* _Instructions for the task_: Lines from the entries below that hold "احمدی" form the answer; copy all of them.

Saved data entries

====================

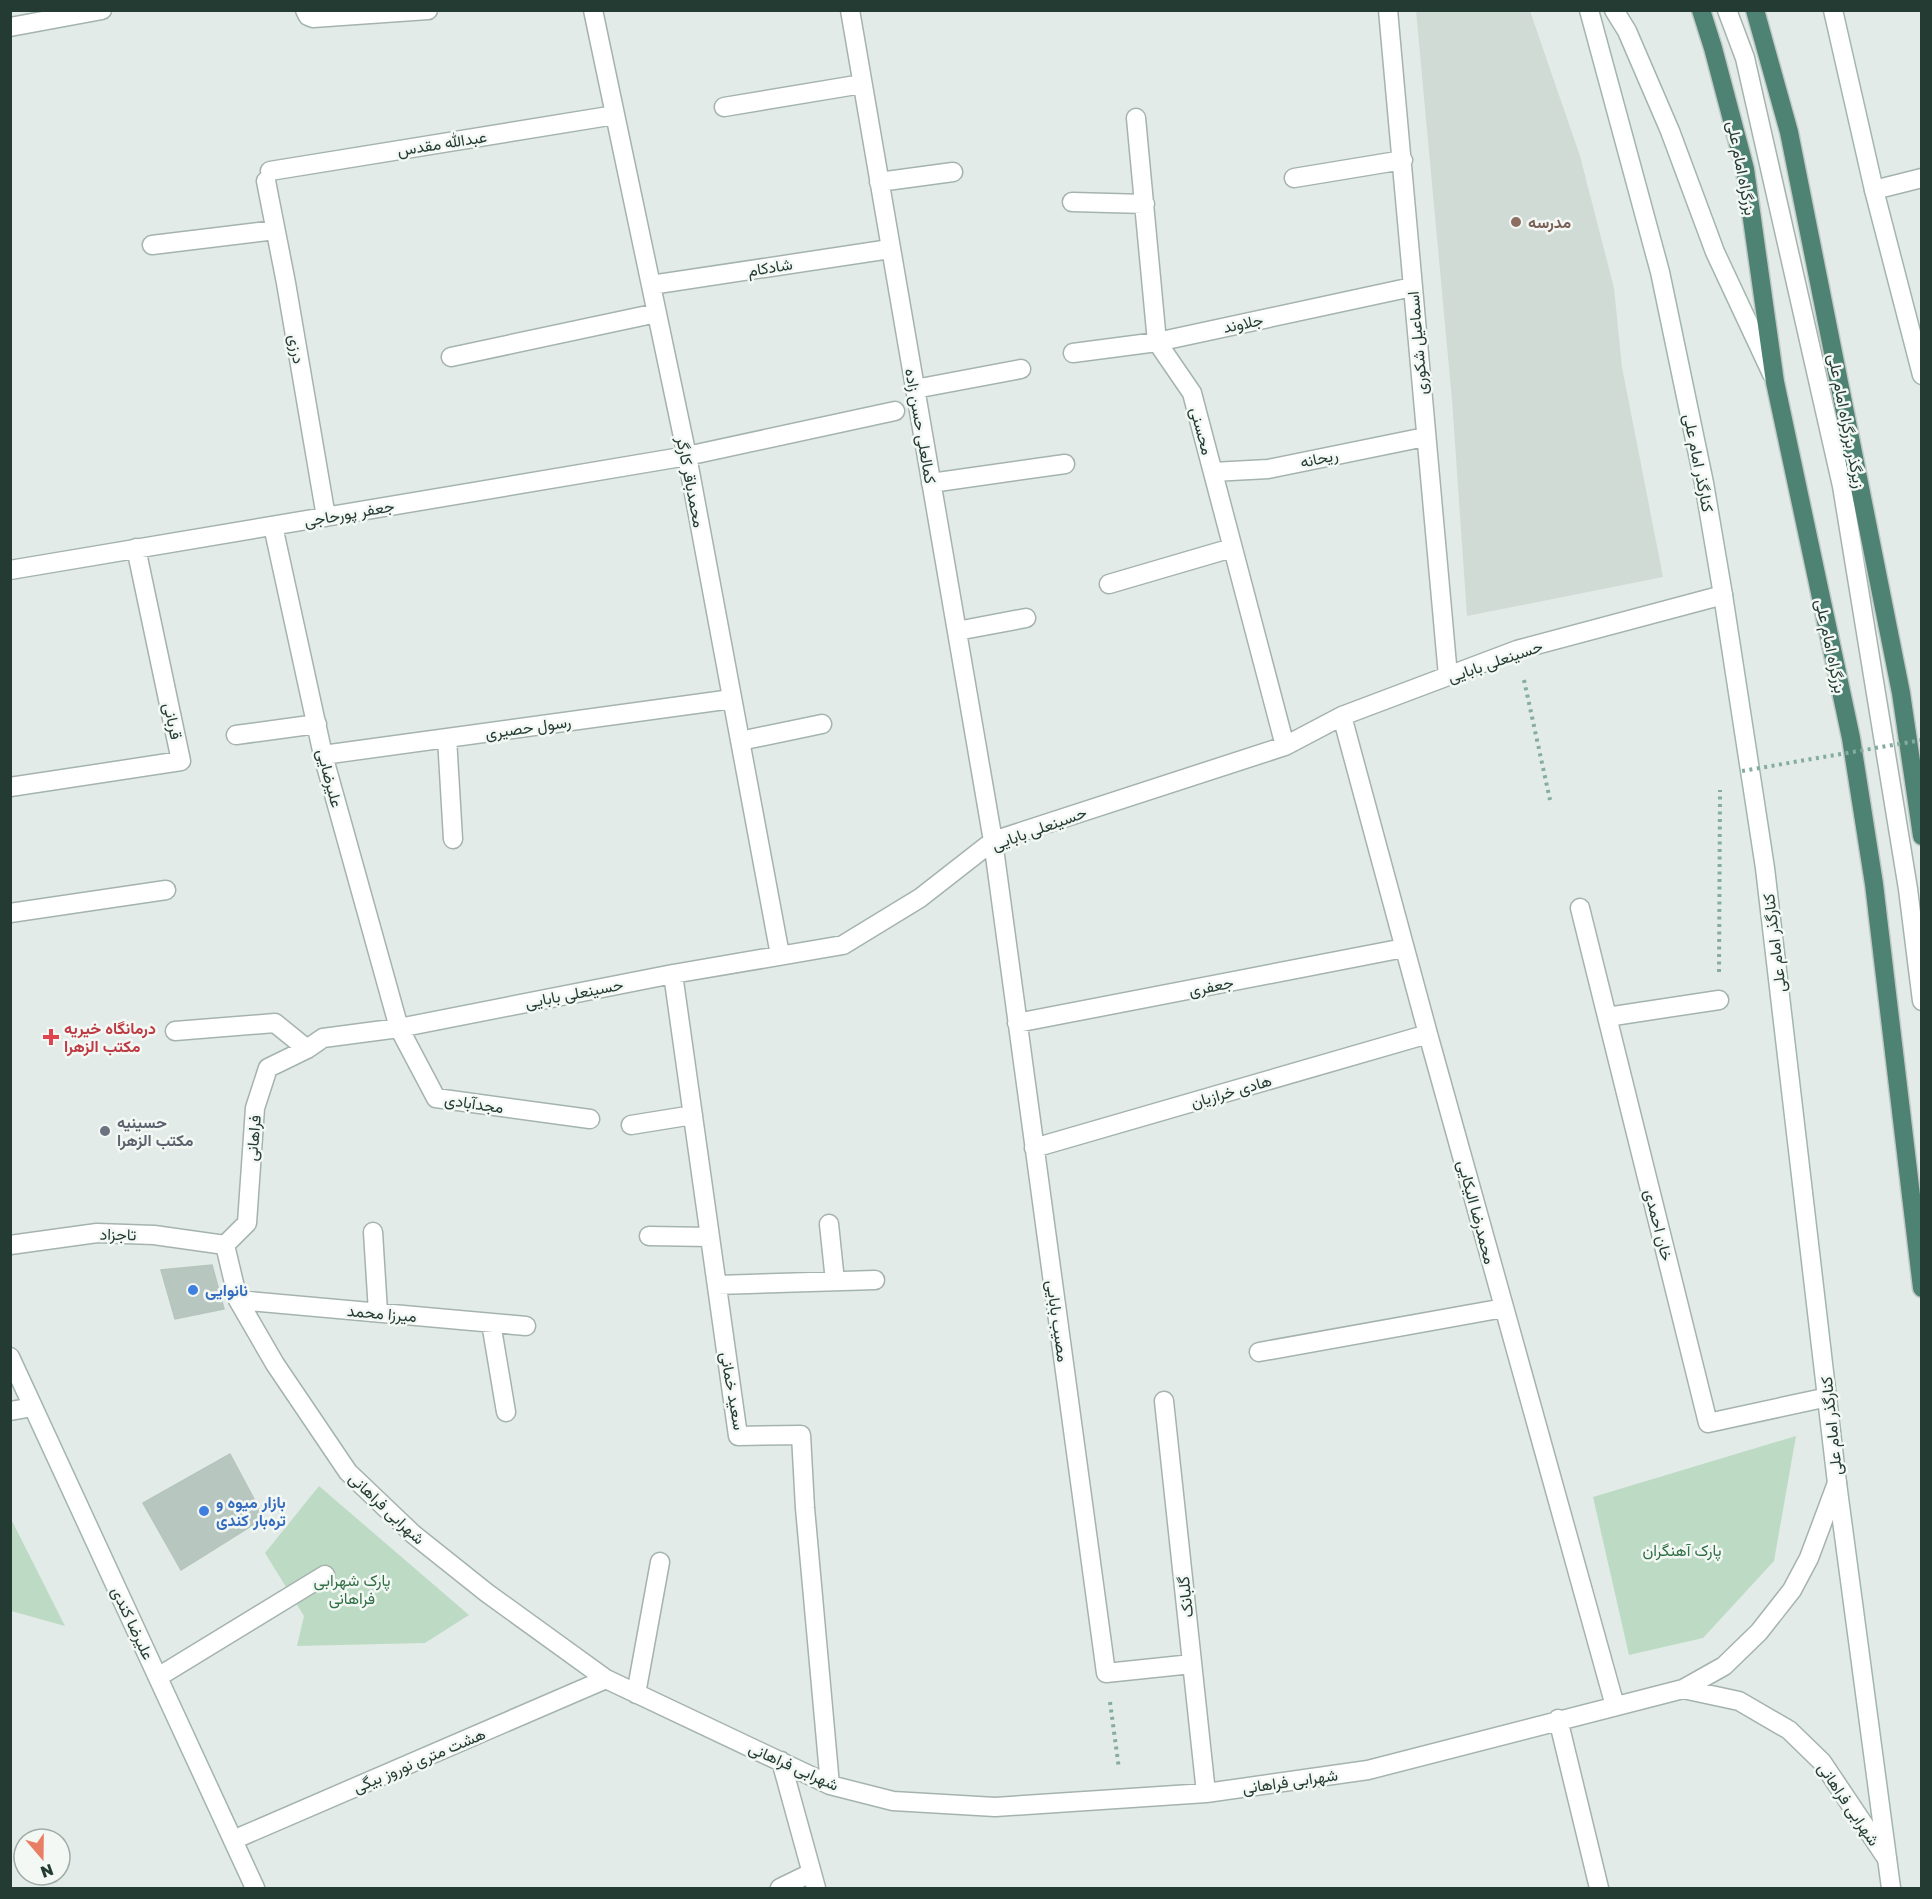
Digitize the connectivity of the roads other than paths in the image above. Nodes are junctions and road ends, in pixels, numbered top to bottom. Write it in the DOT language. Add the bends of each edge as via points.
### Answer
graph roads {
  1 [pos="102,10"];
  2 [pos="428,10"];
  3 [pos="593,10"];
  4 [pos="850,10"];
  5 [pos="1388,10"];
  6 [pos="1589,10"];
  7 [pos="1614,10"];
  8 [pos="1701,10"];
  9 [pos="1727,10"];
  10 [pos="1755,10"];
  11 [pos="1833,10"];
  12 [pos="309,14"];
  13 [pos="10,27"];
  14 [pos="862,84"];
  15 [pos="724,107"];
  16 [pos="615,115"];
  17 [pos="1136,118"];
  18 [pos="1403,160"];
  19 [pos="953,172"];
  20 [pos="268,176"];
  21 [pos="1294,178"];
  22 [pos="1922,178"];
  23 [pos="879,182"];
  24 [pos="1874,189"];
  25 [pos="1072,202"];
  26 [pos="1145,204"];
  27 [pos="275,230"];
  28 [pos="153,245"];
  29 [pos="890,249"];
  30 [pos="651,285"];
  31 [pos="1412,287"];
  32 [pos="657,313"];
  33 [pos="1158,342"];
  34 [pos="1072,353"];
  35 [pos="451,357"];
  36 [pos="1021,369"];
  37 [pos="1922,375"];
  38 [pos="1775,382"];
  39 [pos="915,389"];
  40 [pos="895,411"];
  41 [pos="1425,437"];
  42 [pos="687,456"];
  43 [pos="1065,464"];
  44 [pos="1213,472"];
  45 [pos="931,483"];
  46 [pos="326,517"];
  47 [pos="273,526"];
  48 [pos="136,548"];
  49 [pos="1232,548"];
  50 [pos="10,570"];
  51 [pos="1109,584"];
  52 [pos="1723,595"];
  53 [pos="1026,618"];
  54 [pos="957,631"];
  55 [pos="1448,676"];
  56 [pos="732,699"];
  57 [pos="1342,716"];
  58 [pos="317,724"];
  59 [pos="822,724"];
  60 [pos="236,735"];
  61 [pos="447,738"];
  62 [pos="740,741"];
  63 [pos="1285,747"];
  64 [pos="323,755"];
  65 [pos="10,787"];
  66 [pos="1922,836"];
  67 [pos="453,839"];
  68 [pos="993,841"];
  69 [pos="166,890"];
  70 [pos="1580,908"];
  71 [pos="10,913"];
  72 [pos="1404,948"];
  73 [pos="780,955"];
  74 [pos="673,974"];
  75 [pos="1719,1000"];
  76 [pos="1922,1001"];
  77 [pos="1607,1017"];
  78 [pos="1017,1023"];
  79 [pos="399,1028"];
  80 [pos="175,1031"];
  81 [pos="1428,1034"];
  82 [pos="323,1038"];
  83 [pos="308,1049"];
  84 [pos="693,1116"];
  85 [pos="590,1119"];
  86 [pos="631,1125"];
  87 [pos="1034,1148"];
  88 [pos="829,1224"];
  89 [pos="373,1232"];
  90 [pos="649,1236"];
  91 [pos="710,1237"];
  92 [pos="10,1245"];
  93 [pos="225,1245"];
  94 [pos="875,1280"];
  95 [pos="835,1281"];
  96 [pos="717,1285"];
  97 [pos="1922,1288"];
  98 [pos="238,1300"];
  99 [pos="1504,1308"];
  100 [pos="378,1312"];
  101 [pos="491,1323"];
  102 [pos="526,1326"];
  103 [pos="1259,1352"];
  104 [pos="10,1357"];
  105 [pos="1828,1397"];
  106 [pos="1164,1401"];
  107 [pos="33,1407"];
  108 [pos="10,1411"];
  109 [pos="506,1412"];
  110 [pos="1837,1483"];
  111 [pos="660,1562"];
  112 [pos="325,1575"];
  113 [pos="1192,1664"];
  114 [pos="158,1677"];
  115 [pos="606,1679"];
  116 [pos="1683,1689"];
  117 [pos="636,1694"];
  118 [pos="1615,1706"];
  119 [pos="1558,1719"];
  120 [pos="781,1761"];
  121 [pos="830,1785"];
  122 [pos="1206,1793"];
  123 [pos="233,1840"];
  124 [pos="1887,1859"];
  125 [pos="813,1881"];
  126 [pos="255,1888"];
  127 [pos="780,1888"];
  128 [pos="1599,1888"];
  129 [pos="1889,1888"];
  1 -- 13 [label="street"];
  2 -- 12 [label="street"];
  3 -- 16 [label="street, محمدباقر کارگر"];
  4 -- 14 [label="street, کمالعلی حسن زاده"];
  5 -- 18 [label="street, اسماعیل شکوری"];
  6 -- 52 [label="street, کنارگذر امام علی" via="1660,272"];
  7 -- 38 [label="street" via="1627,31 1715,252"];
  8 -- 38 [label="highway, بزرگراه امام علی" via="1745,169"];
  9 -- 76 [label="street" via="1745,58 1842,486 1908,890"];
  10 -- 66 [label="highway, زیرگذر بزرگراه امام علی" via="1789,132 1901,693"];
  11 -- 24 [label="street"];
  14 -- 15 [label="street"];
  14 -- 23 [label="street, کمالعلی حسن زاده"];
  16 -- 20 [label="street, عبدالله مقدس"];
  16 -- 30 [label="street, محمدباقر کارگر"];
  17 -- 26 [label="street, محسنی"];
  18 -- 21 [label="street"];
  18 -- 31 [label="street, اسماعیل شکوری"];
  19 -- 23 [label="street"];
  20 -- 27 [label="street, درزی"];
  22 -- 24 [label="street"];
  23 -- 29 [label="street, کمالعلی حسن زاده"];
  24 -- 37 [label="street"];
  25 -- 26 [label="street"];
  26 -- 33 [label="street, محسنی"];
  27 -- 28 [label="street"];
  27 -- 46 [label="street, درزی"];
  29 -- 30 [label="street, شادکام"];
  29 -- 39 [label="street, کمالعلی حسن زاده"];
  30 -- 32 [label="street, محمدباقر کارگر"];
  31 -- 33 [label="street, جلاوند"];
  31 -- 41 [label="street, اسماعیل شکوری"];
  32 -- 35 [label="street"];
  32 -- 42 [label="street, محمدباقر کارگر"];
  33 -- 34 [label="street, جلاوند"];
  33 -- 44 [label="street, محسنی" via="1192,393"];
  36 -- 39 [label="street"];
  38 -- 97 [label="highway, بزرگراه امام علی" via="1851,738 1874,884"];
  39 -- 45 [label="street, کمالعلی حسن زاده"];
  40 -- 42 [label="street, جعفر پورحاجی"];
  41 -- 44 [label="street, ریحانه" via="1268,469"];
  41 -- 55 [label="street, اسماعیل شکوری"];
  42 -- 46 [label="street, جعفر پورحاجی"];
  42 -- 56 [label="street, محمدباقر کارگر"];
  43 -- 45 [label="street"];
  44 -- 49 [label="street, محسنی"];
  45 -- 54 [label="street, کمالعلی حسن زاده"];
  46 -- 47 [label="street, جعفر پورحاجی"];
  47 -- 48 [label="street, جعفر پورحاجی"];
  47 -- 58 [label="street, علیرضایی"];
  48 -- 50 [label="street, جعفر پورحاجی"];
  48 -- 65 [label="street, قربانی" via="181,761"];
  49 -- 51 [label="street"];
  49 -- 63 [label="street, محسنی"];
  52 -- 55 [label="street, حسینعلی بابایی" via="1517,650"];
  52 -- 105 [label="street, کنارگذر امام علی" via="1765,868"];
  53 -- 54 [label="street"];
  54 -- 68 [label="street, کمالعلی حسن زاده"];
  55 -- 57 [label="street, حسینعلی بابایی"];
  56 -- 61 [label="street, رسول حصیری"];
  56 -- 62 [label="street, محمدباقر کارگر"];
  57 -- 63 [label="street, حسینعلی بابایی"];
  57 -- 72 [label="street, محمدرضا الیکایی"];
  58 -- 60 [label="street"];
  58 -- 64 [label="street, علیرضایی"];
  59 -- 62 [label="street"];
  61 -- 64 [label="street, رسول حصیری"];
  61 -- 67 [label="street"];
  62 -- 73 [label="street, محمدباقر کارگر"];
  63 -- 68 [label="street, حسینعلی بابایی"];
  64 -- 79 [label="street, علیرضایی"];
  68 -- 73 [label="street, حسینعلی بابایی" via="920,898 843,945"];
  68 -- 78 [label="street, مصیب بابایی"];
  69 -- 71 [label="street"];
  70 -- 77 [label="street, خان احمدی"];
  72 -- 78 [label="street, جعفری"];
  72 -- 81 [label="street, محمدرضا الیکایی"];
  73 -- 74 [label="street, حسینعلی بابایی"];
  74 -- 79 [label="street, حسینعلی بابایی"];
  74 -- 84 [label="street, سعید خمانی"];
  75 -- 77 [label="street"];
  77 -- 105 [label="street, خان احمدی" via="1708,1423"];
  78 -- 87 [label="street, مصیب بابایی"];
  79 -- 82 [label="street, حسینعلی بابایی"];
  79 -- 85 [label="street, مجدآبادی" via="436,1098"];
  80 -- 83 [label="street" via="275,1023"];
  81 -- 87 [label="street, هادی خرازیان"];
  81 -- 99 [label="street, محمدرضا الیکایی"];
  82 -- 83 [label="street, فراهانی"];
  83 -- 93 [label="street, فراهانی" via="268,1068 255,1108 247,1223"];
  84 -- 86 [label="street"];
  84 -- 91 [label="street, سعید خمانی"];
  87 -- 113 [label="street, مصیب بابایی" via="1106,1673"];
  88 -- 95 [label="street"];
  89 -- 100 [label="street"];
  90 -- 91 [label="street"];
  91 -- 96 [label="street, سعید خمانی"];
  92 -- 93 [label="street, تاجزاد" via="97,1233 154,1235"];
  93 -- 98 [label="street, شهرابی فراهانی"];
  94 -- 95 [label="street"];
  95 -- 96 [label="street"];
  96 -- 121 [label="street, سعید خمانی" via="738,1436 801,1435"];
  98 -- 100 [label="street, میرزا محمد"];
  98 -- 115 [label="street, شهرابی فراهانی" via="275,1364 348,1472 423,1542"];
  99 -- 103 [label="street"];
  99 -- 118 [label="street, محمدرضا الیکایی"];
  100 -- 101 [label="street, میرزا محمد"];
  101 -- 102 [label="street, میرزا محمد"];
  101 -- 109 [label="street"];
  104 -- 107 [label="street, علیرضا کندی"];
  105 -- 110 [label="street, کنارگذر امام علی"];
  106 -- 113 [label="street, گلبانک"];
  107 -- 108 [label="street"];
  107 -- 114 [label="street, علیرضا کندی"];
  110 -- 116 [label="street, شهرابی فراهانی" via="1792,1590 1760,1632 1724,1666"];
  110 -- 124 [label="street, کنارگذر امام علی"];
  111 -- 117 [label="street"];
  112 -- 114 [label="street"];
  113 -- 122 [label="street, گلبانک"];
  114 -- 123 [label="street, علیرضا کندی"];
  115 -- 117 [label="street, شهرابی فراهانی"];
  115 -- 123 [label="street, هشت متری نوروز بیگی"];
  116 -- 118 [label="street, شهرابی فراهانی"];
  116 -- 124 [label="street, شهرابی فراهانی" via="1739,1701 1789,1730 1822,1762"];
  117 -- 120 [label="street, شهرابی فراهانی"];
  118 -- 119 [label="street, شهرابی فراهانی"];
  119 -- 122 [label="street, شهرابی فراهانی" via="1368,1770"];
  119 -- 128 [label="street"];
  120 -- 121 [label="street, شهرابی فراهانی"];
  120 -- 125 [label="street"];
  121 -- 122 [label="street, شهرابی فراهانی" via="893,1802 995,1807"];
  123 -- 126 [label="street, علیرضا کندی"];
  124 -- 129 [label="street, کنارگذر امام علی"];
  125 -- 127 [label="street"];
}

====================

* _Solution to this task_:
  70 -- 77 [label="street, خان احمدی"];
  77 -- 105 [label="street, خان احمدی" via="1708,1423"];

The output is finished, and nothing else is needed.